Change is scary and uncomfortable. If 2020 has done anything, it's helped (or forced) us to come to terms with change. And perhaps there is no group that's had to shift and change more than the people working to keep America's small businesses afloat.
I had the opportunity this week to talk to Natasha Miller, the founder and CEO of Entire Productions, a business that just secured it’s third consecutive INC. 5000 fast-growth award. The brutal irony? This year, that business revenue stream went from multi-millions to ZERO in a matter of weeks.
Natasha took two weeks to grieve the old, and then got right after building the new . She recognized —in the quiet created when her “firehose” of new business requests came to a trickle— a multitude of opportunities not only to improve but to reimagine or “pivot” her business for the better.

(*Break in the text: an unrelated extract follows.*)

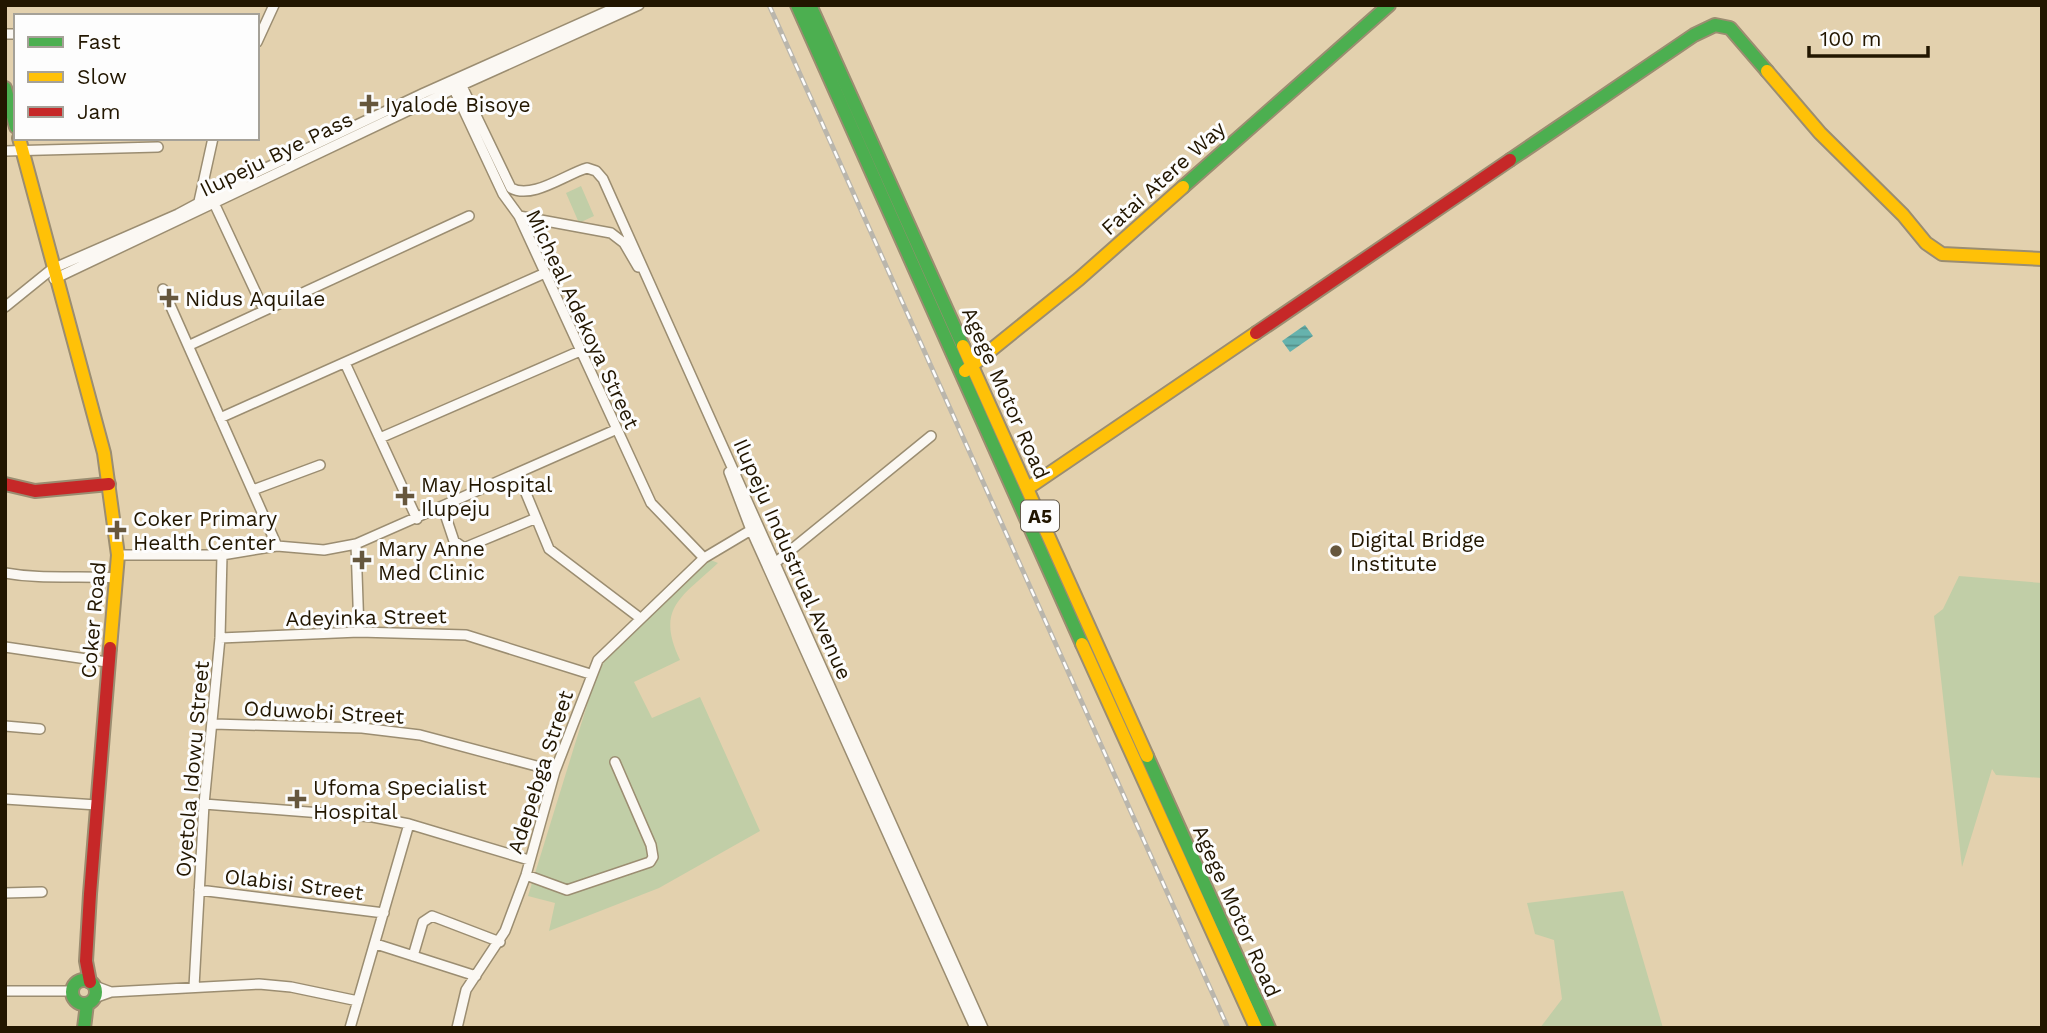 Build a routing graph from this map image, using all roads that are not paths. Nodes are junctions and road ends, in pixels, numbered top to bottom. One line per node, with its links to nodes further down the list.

Here is her story and our conversation about:
1. taking stock of skills, relationships and existing marketable value
2. applying business fundamentals to inform necessary, if painful, decisions
3. listening and relentless learning about new market needs and technologies to address them
4. building resiliency to lean into a pivot (and be ready to do it all over again).
And if you haven’t read it, another terrific business leader (and customer), Eric Edelson recommended a great book about how to find and leverage the upside in adversity: Ryan Holliday’s The Obstacle is the Way.